Pope Benedict IX (1032-1048) was a disgrace to the Chair of Peter. Placed on the throne at about the age of 20, he was driven from office by a faction in Rome and replaced by the anti-pope, Sylvester III. Benedict managed to return the favor, driving Sylvester from office and regaining the throne, but resigning the office and selling it a short time later for a large sum of money to Gregory VI. When he repented of that bargain and tried to regain the throne from Gregory VI, the Council of Sutri convinced Gregory that he had committed the sin of simony. Gregory resigned, and Clement II was elected. Clement died shortly thereafter and Benedict seized the throne a third time. He was driven from the throne again, and Damasus II was elected in his stead.

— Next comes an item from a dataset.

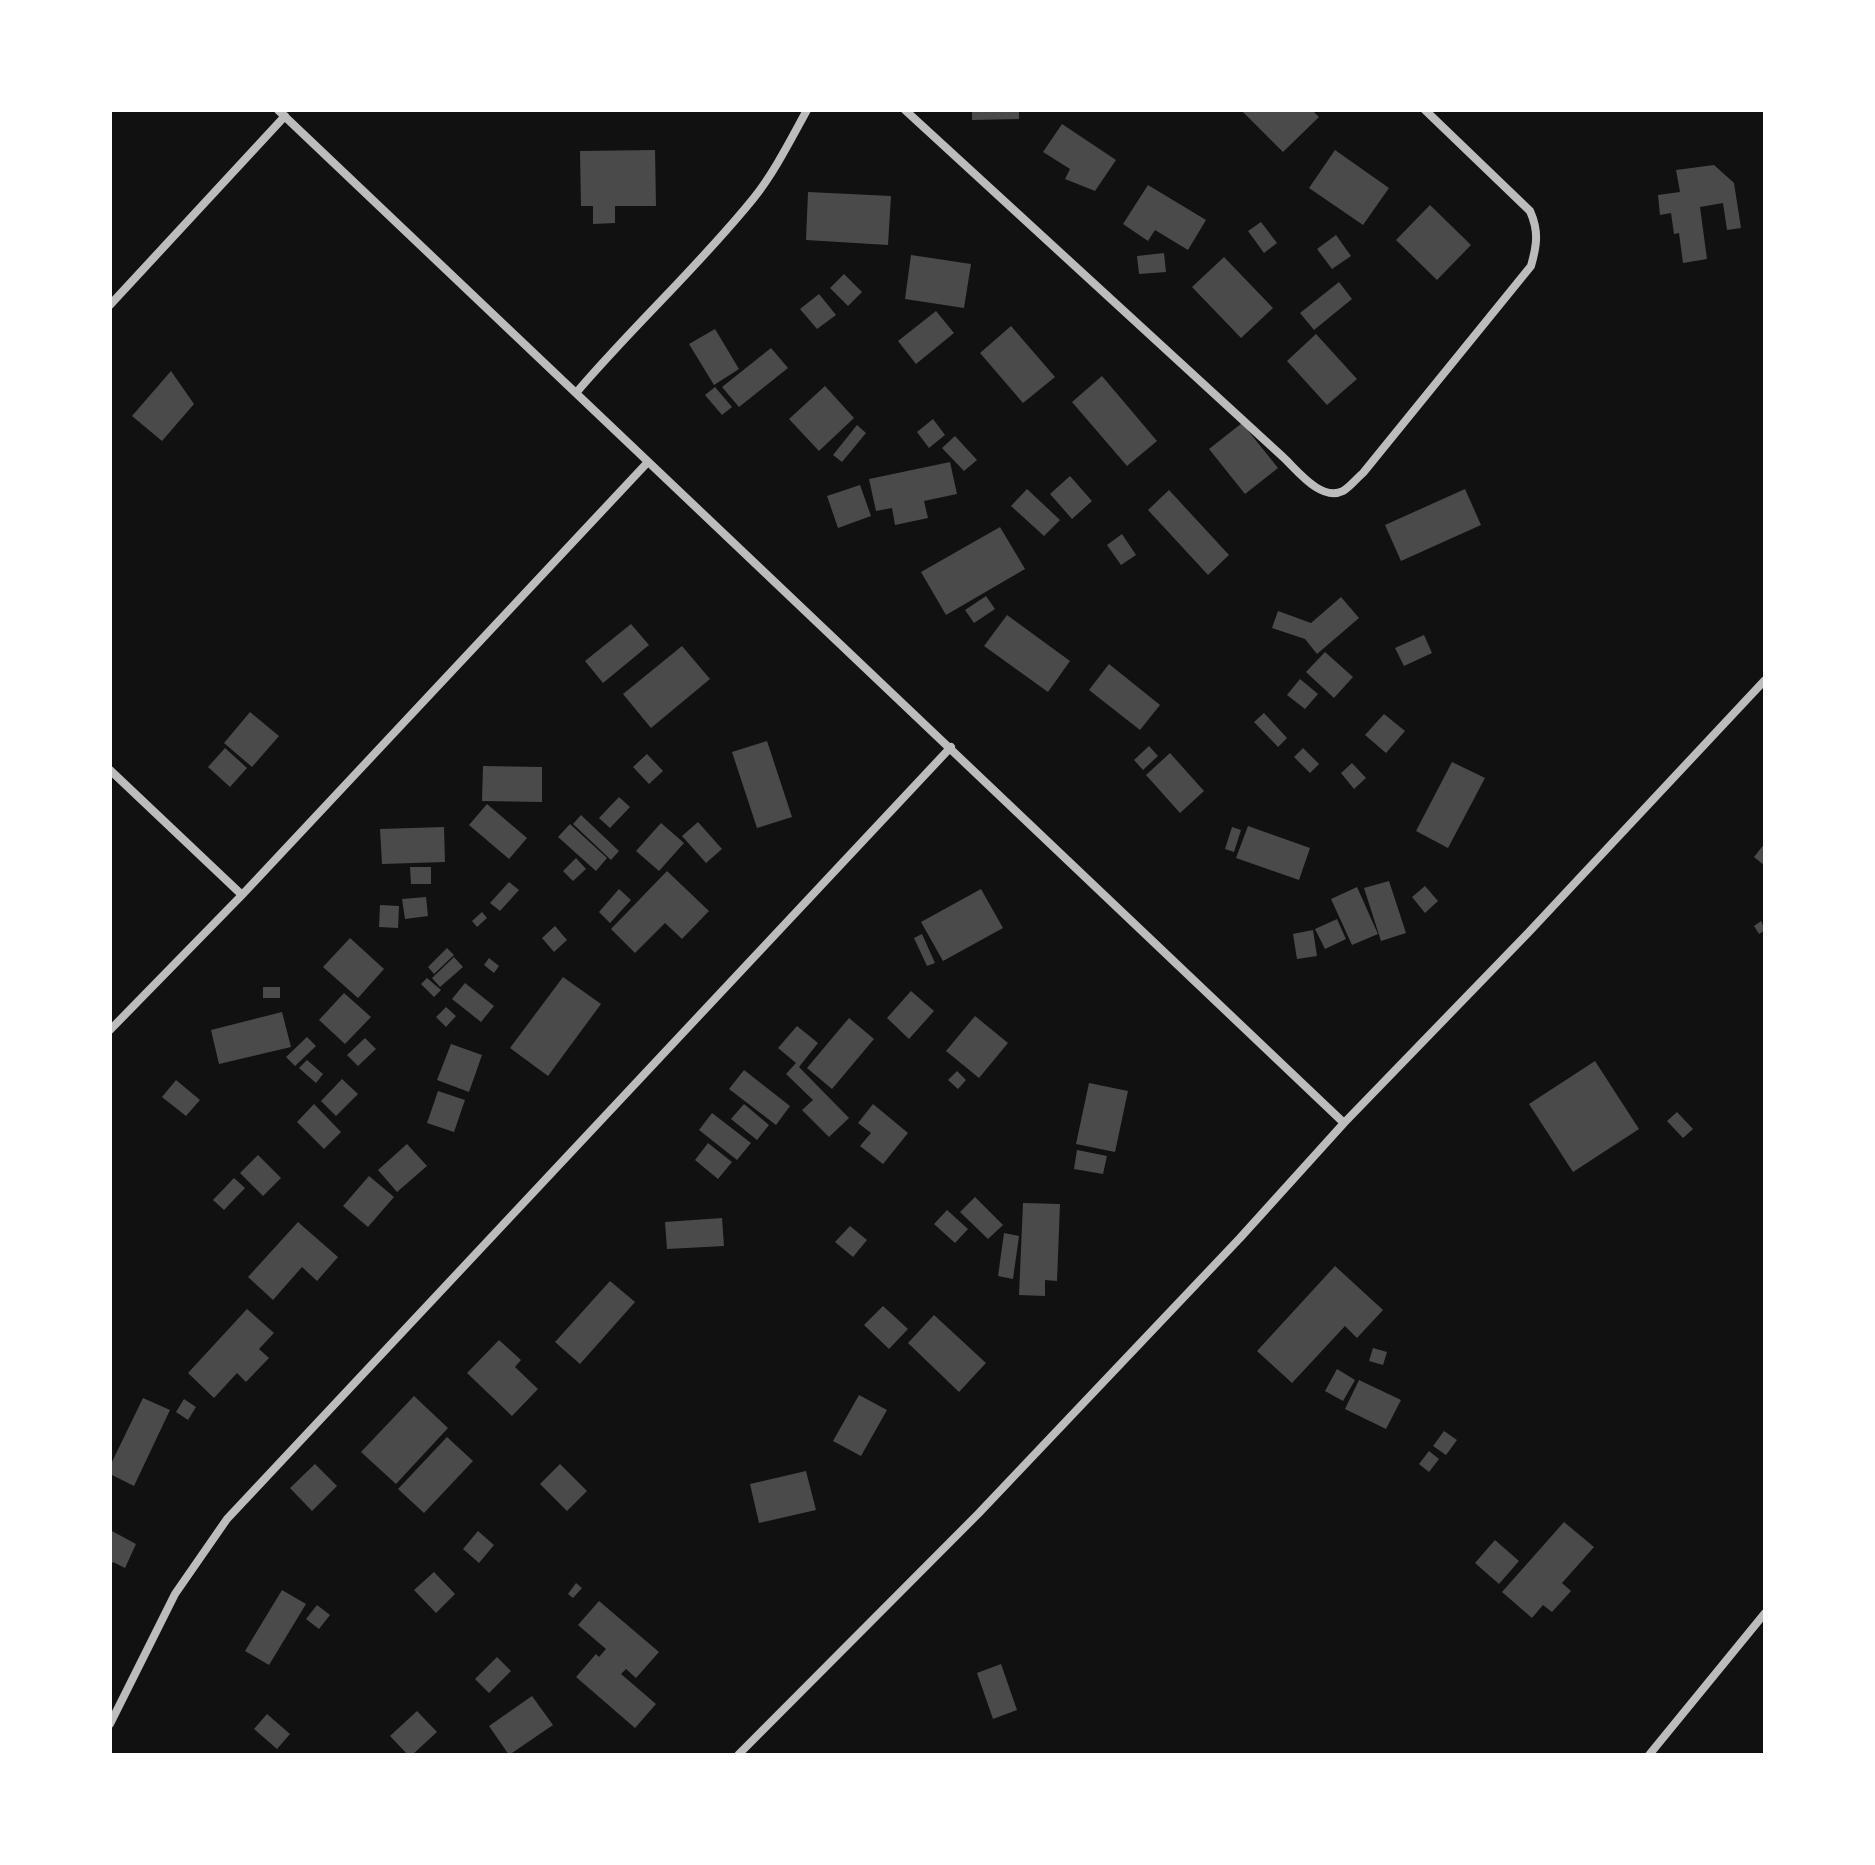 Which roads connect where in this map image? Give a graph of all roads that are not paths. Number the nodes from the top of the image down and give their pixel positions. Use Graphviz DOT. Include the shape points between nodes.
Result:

He eventually repented of all his actions, resigned the throne permanently and lived a life of penance in the Abbey of Grottaferrata until his death.

In his third book of Dialogues, Pope Victor II referred to Benedict's "rapes, murders and other unspeakable acts. His life as a Pope so vile, so foul, so execrable, that I shudder to think of it." St. Peter Damian recorded that Benedict "feasted on immorality" and that he was "a demon from hell in the disguise of a priest." He accused Benedict IX of routine sodomy and bestiality and repeated the rumor that he was said to have sponsored orgies.

Pope Urban VI (1378-1389) treated the people around him so badly that several cardinals defected, fled Rome, and attempted to elect a different pope. This began the Great Western Schism, when two different lines of men both claimed to be pope, and each was backed by a saint and doctor of the Church. Urban himself was subject to at least two attempts to assassinate or depose him, both plots hatched by cardinals of the Church.

And these are just some of the finest examples of papal depravity that could be brought forward. There are more.

So, we have had bad popes. Although the evidence is still by no means clear, let us grant, for the sake of argument, that this particular pope could be numbered with them.

So what?

As Pope St. Leo the Great (440-461) declared, in his third homily for Christmas Day, "the dignity of Peter suffers no diminution even in an unworthy successor" (cujus dignitas etiam in indigno haerede non deficit).

Even by 450 AD, less than 70 years after the Church had become the official religion of the Roman Empire, the Church had already seen anti-popes and attacks on the popes that overshadow anything the 20th or 21st century has produced. The fact that people are outraged when some evil can be attributed to a priest, bishop or even Pope is merely a demonstration that everyone holds the Church in the highest regard.

What is barely newsworthy in reference to public school teachers, what is roundly ignored when it comes to other faiths, this same conduct is considered outrageous in Catholic Faith precisely because our Faith is true and none of the others are.

The Magisterium of the Catholic Church is the sole source of moral Truth. When our leaders fail, it is a much greater failing.

"The latter are forgiven nothing", says De Maistre in his great work, Du Pape, "because everything is expected from them, wherefore the vices lightly passed over in a Louis XIV become most offensive and scandalous in an Alexander VI" (II, c. xiv).

Thanks for affirming what we already knew, Bonnie.